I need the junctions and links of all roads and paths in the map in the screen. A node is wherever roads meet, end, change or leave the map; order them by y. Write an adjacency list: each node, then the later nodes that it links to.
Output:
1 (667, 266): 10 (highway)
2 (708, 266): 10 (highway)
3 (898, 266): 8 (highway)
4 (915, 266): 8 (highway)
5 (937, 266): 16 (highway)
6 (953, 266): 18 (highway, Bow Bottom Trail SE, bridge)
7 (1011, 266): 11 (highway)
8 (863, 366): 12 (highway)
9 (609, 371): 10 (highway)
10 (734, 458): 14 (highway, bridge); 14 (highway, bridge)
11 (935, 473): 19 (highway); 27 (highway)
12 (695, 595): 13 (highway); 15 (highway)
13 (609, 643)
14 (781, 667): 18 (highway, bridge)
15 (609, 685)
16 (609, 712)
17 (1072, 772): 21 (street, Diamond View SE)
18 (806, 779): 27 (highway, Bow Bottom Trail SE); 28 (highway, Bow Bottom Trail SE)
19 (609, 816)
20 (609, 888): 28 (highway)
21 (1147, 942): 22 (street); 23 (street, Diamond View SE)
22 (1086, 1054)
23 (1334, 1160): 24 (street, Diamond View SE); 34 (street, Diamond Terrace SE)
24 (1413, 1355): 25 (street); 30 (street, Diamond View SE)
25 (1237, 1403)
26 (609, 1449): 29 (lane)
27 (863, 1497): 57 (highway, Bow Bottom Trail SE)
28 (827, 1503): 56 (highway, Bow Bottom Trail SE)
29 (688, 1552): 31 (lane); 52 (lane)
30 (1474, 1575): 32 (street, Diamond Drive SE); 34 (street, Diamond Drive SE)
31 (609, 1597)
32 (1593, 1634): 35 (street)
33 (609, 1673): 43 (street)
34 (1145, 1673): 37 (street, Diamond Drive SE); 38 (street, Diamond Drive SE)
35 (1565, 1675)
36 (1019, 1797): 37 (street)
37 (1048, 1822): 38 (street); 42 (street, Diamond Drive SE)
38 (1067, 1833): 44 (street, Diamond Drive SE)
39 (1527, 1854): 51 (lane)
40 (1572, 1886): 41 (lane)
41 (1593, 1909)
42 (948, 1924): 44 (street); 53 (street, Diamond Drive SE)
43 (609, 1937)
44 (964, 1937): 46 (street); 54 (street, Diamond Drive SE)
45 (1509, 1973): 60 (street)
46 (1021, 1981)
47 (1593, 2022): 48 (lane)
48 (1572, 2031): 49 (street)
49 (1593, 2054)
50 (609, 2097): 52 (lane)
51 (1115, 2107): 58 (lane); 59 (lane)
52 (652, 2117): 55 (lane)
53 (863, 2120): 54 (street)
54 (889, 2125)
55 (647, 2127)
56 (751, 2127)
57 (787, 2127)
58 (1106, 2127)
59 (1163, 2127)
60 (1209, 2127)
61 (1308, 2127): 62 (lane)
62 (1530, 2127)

┄┄┄┄┄┄┄┄┄┄┄┄┄┄┄┄┄┄┄┄

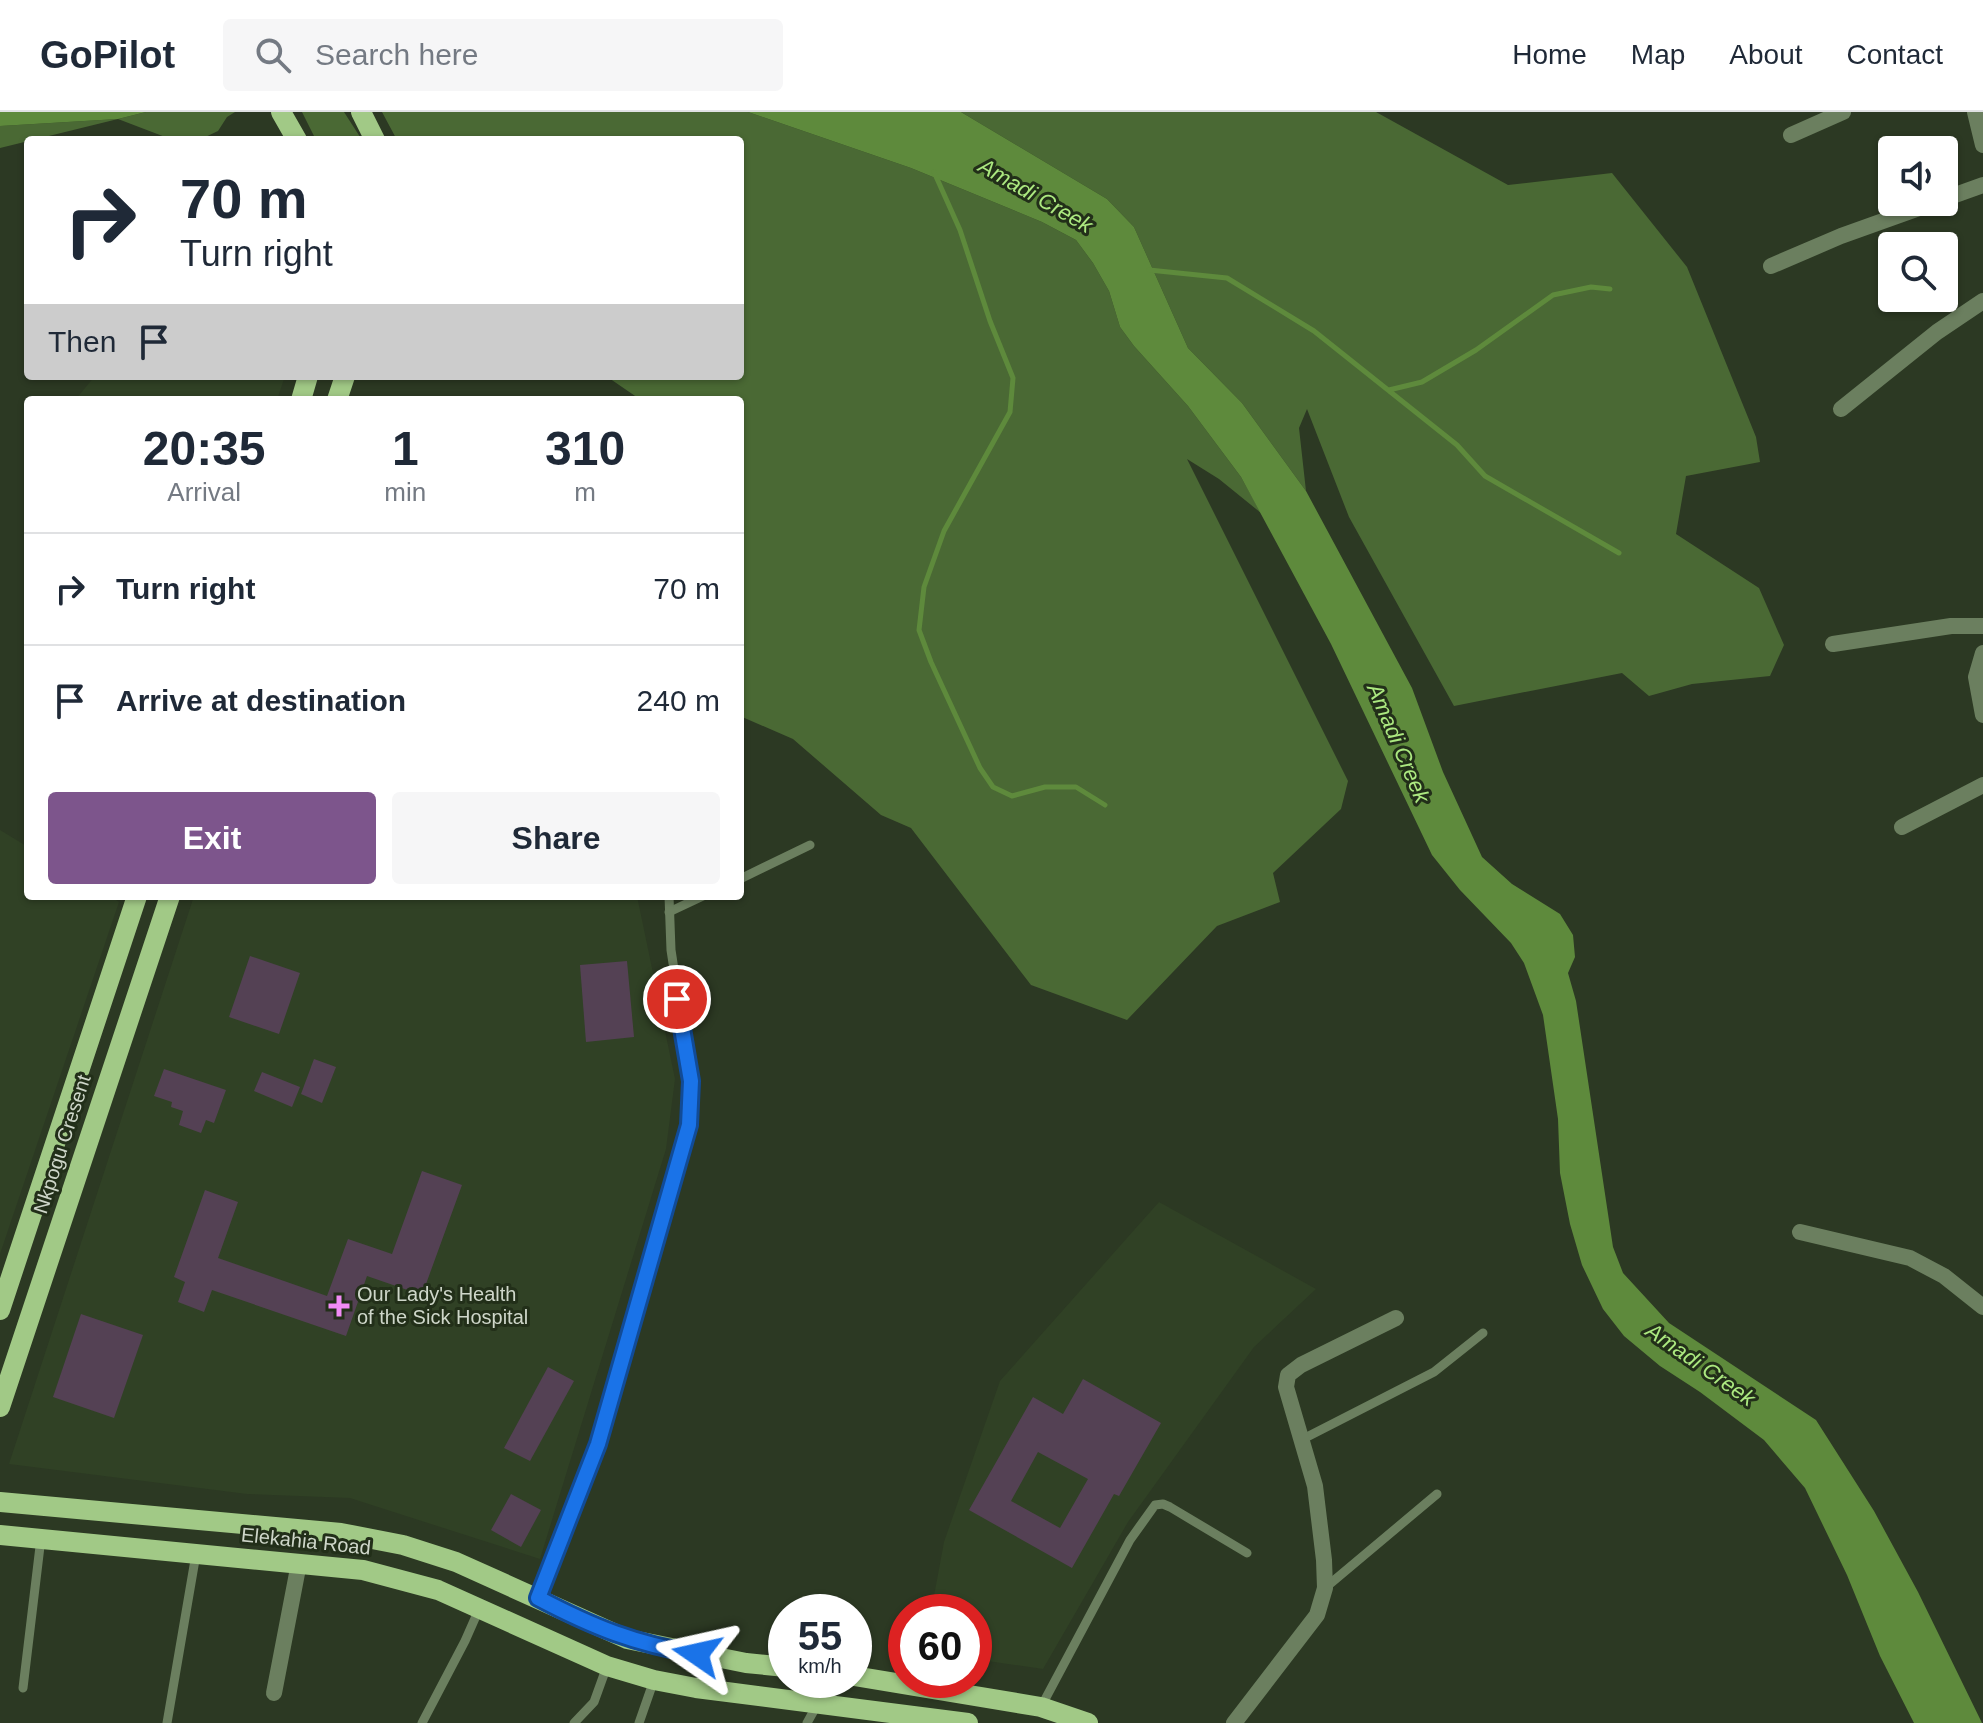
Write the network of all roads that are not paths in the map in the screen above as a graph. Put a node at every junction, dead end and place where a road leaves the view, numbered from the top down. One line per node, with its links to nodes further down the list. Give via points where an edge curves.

┄┄┄┄┄┄┄┄┄┄┄┄┄┄┄┄┄┄┄┄

§ AIM OF THE EXERCISE:
Read through the listing and copy each line in which the word "roads" occurs.

§ REPLY:
I need the junctions and links of all roads and paths in the map in the screen. A node is wherever roads meet, end, change or leave the map; order them by y. Write an adjacency list: each node, then the later nodes that it links to.
Write the network of all roads that are not paths in the map in the screen above as a graph. Put a node at every junction, dead end and place where a road leaves the view, numbered from the top down. One line per node, with its links to nodes further down the list. Give via points where an edge curves.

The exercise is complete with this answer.